Kolumda elini hissettim. "Kalk hadi." Kalkmadım. "Aylin... Yalvarıyorum sana. Hadi güzelim." Ağlamaktan gözlerim şişmişti. Acısını hissedebiliyordum. Kimin umurundaydı ki? Kalp kırıklarımın yanında yaşadığım fiziksel acıları artık umursamıyordum.

Son kez toprağına sarıldıktan sonra kalktım yerimden. Bebeğim için güçlü olmalıydım. Onu sağ salim kucağıma almalı, büyütmeliydim.

Önce üstümdeki toprağı silkelemesine izin verdim. Sonra kollarını omuzlarıma doladı ve bomboş mezarlığın çıkışına doğru ilerledik.

Arabanın yanına geldiğimize yan koltuğun kapısını açtı ve binmeme yardımcı oldu. Kendisi de bindikten sonra arabayı çalıştırdı. Ne o tek kelime etti ne de ben. Yalnızca boş gözlerle dışarıyı seyrettim.

Arabanın evin önünde durduğunu seslenmesiyle fark ettim. "Yarın sabah 10'da almaya geleceğim seni. Ararım sabah yine."

Bir anlık unutkanlıkla "Neden?" dedim.

"Doktor randevun var ya."

Başımı salladım. Arabadan inerken tekrar seslendi. "Aylin? İyi değilsen seninle kalabilirim bugün."

"Hayır, teşekkür ederim. Biraz yalnız kalmaya ihtiyacım var."

"Peki, sen bilirsin. İstediğin saatte arayabilirsin beni."

Arabanın kapısını kapattım ve ağır adımlarla binadan içeri girdim.

O gece benim için çok zor geçti. Ağladım, krize girdim, sakinleştim ve bu döngü bir süre böyle devam etti.
...

Bugün kendimi daha bitik hissediyordum. Sanki ölen o değil de bendim. Hayattan nefret ediyor gibiydim. Ama aslında kendimden nefret ediyordum. Hala onu kendime karşı savunabildiğim için. Hala onu sevebildiğim için.

Arabanın kapısını açtım ve yavaşça bindim. "Günaydın."
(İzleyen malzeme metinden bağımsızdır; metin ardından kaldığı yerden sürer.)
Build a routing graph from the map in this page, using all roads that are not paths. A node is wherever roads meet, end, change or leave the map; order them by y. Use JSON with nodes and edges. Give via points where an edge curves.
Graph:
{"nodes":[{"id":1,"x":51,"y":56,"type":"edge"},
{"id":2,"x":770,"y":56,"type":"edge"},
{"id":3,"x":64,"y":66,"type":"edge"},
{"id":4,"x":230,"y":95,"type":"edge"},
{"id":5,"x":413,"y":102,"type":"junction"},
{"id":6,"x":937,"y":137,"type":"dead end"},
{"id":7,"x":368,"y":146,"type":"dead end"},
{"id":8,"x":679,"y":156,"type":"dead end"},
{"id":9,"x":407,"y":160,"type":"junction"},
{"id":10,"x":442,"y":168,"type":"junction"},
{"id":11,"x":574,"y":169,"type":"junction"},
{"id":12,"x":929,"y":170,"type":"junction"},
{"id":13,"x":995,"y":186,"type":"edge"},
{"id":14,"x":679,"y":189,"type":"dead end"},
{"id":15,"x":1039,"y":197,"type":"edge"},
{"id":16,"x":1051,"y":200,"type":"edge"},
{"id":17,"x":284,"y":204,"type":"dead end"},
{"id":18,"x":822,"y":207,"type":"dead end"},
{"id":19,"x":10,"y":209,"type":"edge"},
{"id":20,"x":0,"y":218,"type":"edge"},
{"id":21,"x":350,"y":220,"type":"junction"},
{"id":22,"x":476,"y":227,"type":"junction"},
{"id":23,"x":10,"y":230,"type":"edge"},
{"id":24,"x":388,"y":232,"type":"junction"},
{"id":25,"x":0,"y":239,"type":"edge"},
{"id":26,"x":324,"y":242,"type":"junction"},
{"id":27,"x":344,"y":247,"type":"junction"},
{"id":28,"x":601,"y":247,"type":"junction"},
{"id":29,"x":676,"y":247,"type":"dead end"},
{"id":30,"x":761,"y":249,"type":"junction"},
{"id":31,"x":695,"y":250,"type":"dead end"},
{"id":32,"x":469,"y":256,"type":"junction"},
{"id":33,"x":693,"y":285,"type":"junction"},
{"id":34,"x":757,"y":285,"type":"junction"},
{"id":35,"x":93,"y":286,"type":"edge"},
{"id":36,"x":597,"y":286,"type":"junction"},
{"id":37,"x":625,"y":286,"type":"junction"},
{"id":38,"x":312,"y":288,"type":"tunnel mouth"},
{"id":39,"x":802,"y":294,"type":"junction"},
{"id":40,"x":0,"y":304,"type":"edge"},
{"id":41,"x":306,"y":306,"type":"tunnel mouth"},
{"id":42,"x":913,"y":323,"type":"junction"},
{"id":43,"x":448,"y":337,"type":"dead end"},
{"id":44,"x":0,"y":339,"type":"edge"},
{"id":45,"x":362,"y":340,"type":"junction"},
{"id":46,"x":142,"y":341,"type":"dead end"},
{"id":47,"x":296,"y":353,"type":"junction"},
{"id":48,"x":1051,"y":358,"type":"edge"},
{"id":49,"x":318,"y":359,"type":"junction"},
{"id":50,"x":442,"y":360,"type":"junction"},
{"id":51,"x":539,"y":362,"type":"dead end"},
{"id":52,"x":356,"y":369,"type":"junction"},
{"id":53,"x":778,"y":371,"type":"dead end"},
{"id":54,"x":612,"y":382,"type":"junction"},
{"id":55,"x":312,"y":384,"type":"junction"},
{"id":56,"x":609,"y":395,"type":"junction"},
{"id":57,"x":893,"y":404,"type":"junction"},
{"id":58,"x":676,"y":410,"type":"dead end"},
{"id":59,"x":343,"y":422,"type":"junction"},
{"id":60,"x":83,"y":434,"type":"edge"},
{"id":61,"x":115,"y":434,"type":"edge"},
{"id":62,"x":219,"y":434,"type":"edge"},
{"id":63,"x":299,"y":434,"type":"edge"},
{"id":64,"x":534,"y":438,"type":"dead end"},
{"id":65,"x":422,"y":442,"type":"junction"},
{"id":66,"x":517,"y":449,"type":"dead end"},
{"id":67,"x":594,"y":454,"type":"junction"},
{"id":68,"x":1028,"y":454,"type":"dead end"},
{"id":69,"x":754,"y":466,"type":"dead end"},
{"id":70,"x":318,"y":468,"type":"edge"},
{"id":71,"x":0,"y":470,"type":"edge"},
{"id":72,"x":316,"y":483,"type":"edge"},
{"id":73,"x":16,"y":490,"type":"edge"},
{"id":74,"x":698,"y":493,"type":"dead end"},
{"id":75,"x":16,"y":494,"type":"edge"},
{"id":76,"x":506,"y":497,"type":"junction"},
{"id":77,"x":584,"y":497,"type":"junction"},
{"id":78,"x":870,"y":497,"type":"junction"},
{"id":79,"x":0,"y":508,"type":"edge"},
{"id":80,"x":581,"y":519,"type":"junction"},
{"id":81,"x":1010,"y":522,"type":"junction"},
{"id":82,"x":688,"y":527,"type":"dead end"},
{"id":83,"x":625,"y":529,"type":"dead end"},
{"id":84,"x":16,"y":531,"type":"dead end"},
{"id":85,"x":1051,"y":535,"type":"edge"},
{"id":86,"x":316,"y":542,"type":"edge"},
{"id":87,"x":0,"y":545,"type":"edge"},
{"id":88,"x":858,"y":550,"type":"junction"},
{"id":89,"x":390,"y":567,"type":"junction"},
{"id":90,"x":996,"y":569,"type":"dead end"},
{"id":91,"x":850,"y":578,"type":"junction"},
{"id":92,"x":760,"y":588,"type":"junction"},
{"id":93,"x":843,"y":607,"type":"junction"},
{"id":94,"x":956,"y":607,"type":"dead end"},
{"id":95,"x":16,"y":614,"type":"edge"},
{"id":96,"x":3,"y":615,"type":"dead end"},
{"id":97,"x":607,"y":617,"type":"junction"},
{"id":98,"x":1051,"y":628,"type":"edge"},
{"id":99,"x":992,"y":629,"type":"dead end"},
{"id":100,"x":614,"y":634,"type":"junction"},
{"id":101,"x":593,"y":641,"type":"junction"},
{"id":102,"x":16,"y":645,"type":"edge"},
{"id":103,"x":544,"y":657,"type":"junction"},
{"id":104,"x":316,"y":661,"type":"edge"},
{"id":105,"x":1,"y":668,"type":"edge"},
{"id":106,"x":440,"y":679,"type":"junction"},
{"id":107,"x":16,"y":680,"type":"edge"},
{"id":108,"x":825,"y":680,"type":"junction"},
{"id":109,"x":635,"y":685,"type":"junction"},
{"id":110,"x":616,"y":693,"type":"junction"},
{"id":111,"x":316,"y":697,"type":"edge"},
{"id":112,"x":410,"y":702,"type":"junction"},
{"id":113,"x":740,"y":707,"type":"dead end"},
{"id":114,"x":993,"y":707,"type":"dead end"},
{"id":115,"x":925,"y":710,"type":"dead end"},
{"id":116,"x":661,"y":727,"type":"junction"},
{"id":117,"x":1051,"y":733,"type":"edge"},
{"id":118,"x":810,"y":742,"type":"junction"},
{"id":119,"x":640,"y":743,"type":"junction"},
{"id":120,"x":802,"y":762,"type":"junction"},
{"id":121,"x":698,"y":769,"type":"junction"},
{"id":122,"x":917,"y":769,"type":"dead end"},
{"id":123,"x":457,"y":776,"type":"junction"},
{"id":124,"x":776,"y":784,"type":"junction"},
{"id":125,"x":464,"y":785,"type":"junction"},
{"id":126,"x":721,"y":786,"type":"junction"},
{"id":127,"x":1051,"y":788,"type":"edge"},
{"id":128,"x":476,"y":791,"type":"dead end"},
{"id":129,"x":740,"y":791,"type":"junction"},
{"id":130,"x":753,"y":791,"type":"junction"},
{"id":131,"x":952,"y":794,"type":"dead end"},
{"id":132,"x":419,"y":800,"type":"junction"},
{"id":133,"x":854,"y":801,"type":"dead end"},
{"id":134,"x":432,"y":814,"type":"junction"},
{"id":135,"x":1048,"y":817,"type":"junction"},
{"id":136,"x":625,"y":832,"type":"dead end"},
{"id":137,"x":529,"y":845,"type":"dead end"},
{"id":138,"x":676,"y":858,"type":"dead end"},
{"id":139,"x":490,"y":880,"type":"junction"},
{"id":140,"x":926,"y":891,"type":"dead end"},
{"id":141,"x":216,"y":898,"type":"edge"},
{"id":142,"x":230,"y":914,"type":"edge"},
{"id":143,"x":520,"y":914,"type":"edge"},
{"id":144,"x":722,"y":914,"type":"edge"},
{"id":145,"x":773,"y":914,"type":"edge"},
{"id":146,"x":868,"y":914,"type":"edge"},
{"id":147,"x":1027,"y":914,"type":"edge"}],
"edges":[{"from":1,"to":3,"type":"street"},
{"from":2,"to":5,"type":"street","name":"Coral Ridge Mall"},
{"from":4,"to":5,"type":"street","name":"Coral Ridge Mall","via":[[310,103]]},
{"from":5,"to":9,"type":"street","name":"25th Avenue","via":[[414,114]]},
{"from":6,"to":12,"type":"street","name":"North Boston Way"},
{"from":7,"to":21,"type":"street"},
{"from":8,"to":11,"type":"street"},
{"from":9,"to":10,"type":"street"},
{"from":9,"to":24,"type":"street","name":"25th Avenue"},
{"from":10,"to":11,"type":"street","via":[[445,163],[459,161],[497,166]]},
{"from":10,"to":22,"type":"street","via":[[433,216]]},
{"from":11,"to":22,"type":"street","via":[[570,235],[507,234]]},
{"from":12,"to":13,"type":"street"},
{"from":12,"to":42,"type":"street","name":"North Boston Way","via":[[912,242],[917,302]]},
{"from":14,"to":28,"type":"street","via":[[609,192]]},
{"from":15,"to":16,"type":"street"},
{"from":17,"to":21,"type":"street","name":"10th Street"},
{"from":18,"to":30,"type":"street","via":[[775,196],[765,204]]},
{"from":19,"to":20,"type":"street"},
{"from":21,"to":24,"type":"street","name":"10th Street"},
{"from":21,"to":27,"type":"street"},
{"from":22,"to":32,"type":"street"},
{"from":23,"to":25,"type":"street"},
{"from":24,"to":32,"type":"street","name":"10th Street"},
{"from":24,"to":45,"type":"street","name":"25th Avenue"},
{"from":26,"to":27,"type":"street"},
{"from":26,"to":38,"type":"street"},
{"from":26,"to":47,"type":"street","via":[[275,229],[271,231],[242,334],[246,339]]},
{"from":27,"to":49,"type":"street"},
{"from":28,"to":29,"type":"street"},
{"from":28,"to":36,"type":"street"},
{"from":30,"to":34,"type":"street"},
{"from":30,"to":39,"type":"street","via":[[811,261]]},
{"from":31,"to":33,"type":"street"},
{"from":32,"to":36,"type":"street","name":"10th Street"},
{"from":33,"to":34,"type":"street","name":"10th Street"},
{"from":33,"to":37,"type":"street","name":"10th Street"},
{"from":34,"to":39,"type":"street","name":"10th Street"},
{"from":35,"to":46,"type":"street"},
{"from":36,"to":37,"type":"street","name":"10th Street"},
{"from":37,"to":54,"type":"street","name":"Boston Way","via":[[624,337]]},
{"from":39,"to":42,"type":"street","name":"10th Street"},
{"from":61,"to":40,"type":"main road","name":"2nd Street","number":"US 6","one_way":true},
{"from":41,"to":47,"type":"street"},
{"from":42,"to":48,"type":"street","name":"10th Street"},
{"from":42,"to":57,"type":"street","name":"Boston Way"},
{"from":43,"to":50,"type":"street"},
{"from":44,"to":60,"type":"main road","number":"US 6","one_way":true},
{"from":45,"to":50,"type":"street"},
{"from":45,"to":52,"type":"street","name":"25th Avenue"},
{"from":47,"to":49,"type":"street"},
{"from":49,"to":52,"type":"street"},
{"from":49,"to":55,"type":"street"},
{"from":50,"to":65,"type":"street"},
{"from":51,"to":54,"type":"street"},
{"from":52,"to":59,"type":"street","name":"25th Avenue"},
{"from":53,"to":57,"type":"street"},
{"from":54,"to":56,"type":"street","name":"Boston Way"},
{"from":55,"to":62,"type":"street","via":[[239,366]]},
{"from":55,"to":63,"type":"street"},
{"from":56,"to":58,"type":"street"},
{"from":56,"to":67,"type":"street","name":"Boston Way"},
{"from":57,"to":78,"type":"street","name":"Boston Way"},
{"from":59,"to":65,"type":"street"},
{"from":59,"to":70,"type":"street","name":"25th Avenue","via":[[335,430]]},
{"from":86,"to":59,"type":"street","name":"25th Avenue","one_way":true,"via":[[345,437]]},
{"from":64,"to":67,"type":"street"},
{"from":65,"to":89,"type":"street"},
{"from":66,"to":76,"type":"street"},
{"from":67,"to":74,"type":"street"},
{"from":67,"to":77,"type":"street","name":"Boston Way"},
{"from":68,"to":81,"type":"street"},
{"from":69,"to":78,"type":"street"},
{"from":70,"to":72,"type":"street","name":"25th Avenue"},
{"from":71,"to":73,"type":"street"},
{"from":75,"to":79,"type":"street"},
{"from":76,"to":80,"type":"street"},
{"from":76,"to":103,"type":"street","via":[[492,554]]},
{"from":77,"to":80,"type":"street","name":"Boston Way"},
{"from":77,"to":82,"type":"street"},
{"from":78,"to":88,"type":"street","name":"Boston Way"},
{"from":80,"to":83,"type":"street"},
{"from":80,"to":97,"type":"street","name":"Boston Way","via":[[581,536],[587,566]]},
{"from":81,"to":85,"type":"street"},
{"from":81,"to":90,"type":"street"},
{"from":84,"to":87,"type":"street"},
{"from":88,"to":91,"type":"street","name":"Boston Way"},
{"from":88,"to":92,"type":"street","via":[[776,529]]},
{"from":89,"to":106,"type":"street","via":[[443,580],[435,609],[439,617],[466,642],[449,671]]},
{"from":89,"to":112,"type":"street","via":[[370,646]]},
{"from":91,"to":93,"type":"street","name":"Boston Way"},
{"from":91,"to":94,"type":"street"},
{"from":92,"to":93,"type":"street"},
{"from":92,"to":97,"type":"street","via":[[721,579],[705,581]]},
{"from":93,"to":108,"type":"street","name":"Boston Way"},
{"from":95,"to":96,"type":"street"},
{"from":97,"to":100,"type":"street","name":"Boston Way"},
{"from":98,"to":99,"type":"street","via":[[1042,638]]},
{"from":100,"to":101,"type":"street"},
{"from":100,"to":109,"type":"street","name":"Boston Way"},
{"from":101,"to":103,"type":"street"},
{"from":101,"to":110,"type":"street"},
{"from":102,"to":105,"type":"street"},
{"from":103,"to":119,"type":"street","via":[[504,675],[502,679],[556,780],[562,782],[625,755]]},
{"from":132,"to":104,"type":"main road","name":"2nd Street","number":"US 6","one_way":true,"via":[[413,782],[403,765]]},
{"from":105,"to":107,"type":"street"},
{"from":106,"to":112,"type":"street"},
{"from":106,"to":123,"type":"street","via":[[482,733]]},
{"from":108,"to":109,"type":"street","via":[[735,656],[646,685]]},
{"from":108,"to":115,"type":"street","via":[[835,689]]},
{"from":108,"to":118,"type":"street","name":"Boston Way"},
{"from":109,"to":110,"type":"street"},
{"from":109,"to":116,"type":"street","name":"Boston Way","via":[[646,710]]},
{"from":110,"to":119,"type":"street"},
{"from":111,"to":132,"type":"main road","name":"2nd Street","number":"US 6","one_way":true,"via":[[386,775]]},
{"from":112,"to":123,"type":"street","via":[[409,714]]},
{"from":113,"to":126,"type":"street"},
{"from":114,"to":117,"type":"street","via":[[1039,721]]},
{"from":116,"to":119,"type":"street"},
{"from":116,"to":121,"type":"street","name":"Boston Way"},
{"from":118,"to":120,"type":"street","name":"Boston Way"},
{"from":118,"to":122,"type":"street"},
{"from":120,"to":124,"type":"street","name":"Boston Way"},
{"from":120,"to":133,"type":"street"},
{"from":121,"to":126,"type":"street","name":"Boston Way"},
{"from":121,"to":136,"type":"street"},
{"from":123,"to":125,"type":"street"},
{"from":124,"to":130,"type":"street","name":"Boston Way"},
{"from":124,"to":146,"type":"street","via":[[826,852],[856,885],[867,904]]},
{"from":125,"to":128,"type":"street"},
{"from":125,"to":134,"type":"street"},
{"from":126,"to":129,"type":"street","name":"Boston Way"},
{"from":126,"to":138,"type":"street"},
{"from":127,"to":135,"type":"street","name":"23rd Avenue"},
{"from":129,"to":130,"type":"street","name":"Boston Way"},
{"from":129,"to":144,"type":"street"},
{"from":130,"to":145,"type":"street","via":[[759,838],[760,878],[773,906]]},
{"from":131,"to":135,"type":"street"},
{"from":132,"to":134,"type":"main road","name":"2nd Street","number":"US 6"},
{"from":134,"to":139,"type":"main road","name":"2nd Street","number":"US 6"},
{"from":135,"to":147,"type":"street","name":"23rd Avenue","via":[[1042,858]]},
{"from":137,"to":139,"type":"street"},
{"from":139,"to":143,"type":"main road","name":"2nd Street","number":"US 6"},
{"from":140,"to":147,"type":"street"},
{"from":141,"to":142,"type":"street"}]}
"Günaydın." Gün aymamıştı.

Yine konuşmadık. Arabaya derin bir sessizlik hâkimdi. Yarım saatlik bir yolculuktan sonra Giray arabayı hastanenin önünde durdurdu. Bindiğim gibi ağır hareketlerle indim arabadan. Önden ben yürüdüm ve onunla yürüdüğüm bu yolları şimdi bambaşka bir adamla yürüyor olmak o an için ağır geldi. Altından kalkamadım bu hissin.

Doktorun odasına geldiğimizde henüz sıram gelmemişti. Ben köşedeki banklardan birine otururken Giray yanımdaki duvara yaslanmayı tercih etti.

Biraz zaman geçti. Ne kadar geçtiğini bilmiyorum. Sıra bana geldi. Oturduğum yerden kalktım ve ufak adımlarla odadan içeri girdim.

Oturmadan önce doktor ultrasona aldı beni. "Bakalım bebeğimiz kendisini gösterecek mi?" Göstersin. Şu an o kadar ihtiyacım var ki buna.

Doktor büyük bir gülümsemeyle "Evet, cinsiyetimiz belli. Bir oğlumuz oluyor." Gözümden bir damla yaş yanaklarıma aktı. Doktor, elime bir peçete verip yanımdan ayrıldı. Ben de karnımı silip olduğum yerden kalktım ve doktorun yanına geçtim.